One can, and should,
take pride in the response of the Boston Catholic Church and its members to the
recent blasphemous actions at Harvard, the QUOTE Black Mass UNQUOTE, as well as
the pathetic defense of those who wished to sponsor or approve of the sacrilege
such the Globe. The Globe published a
letter by a Miss Sarah Wuncsh, staff attorney for the Massachusetts ACLU coven,
who criticized Harvard's president for ultimately censoring the abomination, using
the tired free speech argument.
Were Catholic
students at Harvard to have parodied or, God-forbid even criticized, gay
marriage heads would have rolled, apologies would have been forced, and at
least a few of the benighted would have been put in the newly resurrected stocks
on Cambridge Common for all to jeer and criticize as they passed by. Indeed, one recalls an opinion by a former
Harvard president who was forced to resign because it did not meet the
standards of political correctness even though it should have come under
the protection of free speech.
The holy hour at
St. Paul's attended by over 1000 was not the only one in town. Other churches and several Jesuit communities
had similar periods of prayer and reparation for Harvard's hideous, disrespectful,
biased, and, if I may coin a word, religiophobic behavior. Sacrilege was countered by prayer. Adoration was the response to blasphemy.

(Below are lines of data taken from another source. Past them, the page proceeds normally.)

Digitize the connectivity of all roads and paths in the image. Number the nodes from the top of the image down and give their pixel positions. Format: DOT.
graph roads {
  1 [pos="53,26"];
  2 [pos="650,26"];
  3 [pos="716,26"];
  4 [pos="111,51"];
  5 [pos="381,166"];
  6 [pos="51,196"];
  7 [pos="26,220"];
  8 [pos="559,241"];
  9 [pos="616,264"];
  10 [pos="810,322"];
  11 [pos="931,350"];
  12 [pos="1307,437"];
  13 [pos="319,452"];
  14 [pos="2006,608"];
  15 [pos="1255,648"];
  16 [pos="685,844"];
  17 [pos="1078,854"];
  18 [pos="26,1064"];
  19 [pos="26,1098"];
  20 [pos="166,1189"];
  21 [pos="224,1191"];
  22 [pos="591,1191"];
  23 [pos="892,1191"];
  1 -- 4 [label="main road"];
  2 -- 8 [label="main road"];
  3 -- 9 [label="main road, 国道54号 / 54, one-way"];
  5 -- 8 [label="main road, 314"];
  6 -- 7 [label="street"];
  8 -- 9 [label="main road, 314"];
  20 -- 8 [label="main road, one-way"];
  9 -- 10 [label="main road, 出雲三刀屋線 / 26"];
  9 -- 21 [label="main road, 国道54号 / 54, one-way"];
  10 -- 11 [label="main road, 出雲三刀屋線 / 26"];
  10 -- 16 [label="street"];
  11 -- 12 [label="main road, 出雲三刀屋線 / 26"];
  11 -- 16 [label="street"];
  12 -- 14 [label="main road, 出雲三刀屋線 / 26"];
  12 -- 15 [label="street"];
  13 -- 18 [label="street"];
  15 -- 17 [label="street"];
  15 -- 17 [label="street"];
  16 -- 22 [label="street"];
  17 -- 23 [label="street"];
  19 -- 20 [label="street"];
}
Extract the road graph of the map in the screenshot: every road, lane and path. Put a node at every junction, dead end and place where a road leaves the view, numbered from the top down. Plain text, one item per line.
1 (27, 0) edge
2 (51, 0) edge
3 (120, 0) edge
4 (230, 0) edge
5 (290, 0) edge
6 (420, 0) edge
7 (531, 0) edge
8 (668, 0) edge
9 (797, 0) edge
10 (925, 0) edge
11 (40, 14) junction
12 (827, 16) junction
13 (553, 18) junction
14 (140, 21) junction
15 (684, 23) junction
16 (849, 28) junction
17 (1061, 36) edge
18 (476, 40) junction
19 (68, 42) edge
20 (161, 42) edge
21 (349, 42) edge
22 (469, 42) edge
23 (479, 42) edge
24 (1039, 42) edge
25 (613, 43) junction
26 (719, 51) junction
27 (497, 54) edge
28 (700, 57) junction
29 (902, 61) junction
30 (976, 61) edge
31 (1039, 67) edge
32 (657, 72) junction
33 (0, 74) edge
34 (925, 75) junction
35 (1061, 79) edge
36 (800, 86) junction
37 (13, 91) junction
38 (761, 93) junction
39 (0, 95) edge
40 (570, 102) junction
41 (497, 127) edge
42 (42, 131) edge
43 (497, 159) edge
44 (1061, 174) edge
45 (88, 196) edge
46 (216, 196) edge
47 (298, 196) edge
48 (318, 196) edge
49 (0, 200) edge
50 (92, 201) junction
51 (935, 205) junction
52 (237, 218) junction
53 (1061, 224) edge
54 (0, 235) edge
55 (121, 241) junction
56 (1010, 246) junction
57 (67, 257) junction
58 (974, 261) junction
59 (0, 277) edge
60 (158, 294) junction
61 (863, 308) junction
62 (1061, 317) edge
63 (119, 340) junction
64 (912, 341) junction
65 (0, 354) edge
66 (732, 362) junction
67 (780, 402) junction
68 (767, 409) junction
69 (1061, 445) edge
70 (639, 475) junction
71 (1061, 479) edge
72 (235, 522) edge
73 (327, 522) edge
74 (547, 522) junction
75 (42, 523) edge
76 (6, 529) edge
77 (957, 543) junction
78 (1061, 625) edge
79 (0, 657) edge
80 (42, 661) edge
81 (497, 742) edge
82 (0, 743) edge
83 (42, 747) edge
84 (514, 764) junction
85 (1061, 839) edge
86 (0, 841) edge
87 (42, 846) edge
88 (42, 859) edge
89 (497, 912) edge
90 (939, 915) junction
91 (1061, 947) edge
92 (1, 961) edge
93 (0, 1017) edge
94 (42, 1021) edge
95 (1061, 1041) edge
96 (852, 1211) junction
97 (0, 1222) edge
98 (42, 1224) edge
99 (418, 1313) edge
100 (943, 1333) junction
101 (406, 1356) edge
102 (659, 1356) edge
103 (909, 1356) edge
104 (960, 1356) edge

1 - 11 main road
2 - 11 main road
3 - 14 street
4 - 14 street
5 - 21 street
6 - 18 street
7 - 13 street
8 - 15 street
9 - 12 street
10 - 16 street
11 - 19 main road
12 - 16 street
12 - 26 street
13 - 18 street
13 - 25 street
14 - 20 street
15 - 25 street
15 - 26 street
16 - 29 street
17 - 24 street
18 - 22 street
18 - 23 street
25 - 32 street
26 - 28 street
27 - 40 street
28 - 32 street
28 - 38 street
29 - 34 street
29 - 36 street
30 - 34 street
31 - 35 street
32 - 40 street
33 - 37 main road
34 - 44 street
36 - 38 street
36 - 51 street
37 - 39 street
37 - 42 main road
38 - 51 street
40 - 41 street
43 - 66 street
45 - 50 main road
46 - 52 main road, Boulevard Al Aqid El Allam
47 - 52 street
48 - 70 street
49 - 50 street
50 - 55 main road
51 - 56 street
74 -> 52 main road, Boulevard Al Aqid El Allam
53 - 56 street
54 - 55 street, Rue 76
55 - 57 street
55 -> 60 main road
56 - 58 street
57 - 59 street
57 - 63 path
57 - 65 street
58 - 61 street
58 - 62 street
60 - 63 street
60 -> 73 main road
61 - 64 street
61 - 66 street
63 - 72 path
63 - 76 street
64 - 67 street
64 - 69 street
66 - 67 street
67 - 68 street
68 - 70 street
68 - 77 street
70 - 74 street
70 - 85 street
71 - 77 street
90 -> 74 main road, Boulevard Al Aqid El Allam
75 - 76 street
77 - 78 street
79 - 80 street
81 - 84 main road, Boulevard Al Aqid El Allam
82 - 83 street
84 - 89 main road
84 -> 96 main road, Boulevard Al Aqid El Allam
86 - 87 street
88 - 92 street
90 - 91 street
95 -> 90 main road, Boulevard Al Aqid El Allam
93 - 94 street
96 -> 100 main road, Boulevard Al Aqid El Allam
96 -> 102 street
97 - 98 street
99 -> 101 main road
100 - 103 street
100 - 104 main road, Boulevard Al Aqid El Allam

The desire of Harvard to stage a sacrilegious
ceremony is not entirely surprising. It,
and similar actions throughout the world, represents the fear of the revelation
of the Spirit that Jesus promised in the Gospel reading. As Jesuit Father Stanley Marrow wrote in his commentary on
this particular Gospel passage, the world cannot receive the Spirit of truth because
it cannot tolerate the revelation. The
revelation calls the world's values into question, inverts its hierarchies, and
overturns its cherished idols.
At the beginning of today's Gospel we heard, "If you love
me, you will keep my commandments . . ." At the end we heard, "Whoever
has my commandments and observes them is the one who loves me." Both statements say the same thing in
slightly different fashion. Obedience to his commandments is the only available
means we have of
manifesting our love for Jesus. Nothing else can or will do. Only by obeying his commandments can we manifest to the
world that we live in Christ and he dwells in us. We live in troubled and
troubling times. We can only understand and
respond to them if we do so in the light of the Christ's birth, passion, death,
resurrection and ascension.
Elsewhere in his commentary, Fr. Marrow wrote a superb
analysis of the call to be Christian, ". . . loving with utmost generosity
and utter selflessness, even to laying down of one’s life, is not uniquely
Christian. What distinguishes, or must
distinguish, Christians is, when they love, they love as Christ loved
them and because he loved them."
When we love like that we can do as the psalmist instructs,
"Shout joyfully to God, all the earth,
sing praise to the glory of his name
proclaim his glorious praise.
Say to God, "how tremendous are your deeds!"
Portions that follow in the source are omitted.